Which brings us back to the first question. Here again, as in the 1984 riots in Delhi and the post-Babari Masjid riots in Mumbai, we are confronted with a situation where the prosecution and the accused are not in an adversarial relationship. The trial no longer represents a conflict of interests between the miscreants in the dock and the state. The investigating agency, the prosecution and the accused and the latter’s lawyer work in tandem. The result is acquittal, as in the Best Bakery case. In the latter, it was evident that the government wanted the accused to be acquitted to vindicate their political line. The court was a helpless witness to this stifling of

In the 1984 anti-Sikh riots, out of a sample survey of 126 cases, 118 ended in acquittal. Nobody cared to find out how many of the 15 committees, commissions and other bodies set up had successfully completed the task entrusted to them or whether they had been allowed to function freely. This quest for justice is what is expected of all the institutions under the Constitution. All steps to expose government complicity in the crime must be brought out in the court proceedings. In a criminal trial, punishing the guilty and acquitting the innocent are public duties covered by Article 21. The state and its instrumentalities cannot turn themselves into a pack of wolves.

It is in such situations that the commitment of these institutions to the Rule of Law and the Constitutional value system are put to the test. It needs bold initiatives at every level by interpreting laws to offer redress to victims. It would be unfair to contend that existing laws are inadequate and thereby evade the responsibility of rendering justice to those seeking it. It is here that bold initiatives and not a vacuous rhetoric of sympathy, should come from the Supreme Court to help the lower courts to adjudicate crimes of this magnitude. This is a situation where Article 142 can be
enforced effectively.

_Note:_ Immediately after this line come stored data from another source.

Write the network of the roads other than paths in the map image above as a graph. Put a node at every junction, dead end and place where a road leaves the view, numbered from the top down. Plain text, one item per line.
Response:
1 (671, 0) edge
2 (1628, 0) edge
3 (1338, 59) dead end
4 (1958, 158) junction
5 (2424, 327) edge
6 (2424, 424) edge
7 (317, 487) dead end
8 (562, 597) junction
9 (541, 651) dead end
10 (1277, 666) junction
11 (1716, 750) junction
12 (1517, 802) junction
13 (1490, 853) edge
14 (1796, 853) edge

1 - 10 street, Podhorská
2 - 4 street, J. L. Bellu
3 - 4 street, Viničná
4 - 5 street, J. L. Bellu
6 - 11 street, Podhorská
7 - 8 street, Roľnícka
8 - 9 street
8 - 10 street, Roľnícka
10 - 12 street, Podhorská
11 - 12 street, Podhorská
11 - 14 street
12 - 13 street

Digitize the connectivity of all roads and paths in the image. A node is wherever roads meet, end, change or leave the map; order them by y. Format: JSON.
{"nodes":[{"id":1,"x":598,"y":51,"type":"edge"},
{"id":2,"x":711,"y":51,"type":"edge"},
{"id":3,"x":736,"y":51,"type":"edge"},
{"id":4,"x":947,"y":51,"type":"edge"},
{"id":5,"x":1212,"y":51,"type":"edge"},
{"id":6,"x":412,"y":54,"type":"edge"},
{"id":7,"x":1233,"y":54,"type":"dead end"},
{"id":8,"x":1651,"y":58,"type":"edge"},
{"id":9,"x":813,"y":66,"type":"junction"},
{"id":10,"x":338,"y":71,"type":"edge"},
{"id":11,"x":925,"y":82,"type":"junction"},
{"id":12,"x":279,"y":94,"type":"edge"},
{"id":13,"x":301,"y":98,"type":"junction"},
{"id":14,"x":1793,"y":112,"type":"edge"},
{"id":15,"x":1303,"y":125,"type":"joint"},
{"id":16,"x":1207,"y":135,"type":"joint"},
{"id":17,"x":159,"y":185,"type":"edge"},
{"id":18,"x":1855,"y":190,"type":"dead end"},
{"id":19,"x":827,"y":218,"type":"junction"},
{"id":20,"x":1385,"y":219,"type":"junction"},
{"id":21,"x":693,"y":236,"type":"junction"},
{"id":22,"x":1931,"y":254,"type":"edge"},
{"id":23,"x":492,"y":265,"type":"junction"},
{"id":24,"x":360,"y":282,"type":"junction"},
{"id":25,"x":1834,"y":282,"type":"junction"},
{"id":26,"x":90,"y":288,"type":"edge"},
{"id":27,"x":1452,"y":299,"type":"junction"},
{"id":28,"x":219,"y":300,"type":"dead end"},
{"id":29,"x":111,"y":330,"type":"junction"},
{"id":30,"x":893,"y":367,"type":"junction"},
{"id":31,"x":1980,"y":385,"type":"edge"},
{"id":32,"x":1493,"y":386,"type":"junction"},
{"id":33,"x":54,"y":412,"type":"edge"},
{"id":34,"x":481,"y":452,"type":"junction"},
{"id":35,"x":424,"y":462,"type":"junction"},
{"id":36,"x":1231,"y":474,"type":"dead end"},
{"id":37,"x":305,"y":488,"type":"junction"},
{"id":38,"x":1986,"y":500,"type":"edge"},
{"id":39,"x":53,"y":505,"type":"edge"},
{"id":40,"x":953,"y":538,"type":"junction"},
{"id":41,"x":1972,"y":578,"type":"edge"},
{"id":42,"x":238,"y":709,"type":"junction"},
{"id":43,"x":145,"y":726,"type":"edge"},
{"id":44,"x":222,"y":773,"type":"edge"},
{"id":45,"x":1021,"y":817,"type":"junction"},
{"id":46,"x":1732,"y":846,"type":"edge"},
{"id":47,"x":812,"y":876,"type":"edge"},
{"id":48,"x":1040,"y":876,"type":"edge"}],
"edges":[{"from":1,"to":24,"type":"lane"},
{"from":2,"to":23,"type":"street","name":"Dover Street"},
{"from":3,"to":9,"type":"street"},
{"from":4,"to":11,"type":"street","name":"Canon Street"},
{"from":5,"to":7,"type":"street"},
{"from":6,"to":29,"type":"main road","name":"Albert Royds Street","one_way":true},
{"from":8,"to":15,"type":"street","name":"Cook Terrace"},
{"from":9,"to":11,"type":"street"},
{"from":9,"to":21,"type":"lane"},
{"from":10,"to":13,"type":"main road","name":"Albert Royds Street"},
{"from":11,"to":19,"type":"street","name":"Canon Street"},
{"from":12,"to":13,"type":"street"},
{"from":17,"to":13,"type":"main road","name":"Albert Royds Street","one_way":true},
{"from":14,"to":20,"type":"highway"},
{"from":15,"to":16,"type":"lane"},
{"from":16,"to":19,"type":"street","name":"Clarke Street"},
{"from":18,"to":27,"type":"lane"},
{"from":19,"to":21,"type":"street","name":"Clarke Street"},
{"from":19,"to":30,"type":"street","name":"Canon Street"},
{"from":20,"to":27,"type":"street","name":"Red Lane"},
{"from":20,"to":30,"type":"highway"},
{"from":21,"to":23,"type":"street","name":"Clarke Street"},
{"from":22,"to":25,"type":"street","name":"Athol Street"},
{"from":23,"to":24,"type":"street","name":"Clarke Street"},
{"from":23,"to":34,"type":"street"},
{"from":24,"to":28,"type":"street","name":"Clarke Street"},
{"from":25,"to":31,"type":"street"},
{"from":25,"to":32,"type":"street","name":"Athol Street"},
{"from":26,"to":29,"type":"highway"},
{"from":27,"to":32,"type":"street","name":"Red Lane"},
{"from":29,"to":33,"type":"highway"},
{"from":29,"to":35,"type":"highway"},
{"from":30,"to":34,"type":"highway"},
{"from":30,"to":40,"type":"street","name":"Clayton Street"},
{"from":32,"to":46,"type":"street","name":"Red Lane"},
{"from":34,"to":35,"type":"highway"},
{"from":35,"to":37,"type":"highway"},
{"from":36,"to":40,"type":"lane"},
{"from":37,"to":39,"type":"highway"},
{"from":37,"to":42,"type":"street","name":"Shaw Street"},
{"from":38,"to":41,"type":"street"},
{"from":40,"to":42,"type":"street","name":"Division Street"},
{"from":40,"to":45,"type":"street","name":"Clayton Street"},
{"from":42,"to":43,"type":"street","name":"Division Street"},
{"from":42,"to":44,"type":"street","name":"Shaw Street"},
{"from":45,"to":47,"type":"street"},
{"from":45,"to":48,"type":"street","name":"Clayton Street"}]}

Victims of atrocities require an assurance that justice will ultimately be done.

Otherwise, these judicial proceedings are little more than humiliations heaped upon a people who have lost their loved ones, their property and the very meaning of their existence — the very opposite of what was promised by the Constitution.

In the carnage, two High Court judges were attacked. No suo motto action
emanated either from the High Court or the Supreme Court. Neither the judiciary nor members of the profession responded to this challenge to justice and Rule of Law. When the law fails to support the people’s right to self-defence, their only recourse in situations of genocidal violence is equally violent reprisal. Our points of view and political stances should not be allowed to negate everything the Constitution stands for. I think it was Justice Patajali Sastry who pointed out that the Constitution was not intended to be operated by one political party alone but others as well who
were contenders for power. The admonition was heeded neither by Indira Gandhi and her supporters nor by the present ruling party that used to be a bitter critic of Gandhi’s style of governance.